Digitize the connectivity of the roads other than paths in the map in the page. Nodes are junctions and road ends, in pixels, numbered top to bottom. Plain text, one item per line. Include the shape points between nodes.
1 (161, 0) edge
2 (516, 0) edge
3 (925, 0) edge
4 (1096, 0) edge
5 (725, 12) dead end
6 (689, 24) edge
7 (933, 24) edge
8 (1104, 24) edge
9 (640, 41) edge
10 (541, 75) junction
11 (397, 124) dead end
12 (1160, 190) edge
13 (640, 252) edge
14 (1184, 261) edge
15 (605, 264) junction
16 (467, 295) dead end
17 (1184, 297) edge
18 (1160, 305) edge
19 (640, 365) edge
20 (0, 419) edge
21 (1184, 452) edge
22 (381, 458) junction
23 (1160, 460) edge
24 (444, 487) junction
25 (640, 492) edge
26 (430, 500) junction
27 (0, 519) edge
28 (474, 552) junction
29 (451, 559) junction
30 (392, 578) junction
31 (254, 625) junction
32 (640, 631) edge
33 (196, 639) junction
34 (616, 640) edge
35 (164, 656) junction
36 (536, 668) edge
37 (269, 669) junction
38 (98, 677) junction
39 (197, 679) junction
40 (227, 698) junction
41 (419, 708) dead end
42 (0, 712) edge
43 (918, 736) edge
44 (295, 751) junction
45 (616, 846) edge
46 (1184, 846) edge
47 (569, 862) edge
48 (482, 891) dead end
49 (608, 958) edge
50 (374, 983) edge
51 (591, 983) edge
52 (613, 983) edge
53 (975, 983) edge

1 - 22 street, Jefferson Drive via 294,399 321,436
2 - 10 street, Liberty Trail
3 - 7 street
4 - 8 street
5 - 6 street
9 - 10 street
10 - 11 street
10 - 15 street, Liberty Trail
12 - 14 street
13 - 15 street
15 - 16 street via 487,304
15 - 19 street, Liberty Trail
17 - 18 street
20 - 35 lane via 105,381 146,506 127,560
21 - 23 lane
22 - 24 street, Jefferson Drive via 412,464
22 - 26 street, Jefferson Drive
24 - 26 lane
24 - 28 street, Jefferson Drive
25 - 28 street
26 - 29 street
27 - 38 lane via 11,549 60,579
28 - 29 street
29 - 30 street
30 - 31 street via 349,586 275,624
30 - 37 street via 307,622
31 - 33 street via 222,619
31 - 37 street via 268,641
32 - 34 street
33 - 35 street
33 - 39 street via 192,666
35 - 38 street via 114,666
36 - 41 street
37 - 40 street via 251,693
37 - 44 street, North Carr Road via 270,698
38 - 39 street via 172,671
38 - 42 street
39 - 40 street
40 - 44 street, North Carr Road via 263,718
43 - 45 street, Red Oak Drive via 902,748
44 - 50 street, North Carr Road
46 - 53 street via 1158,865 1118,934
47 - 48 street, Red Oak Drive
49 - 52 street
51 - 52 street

**WHAT YOU NEED TO DO:** Look through the entries for lines containing the word "Jefferson" and return each one.

**SOLVED EXERCISE:**
1 - 22 street, Jefferson Drive via 294,399 321,436
22 - 24 street, Jefferson Drive via 412,464
22 - 26 street, Jefferson Drive
24 - 28 street, Jefferson Drive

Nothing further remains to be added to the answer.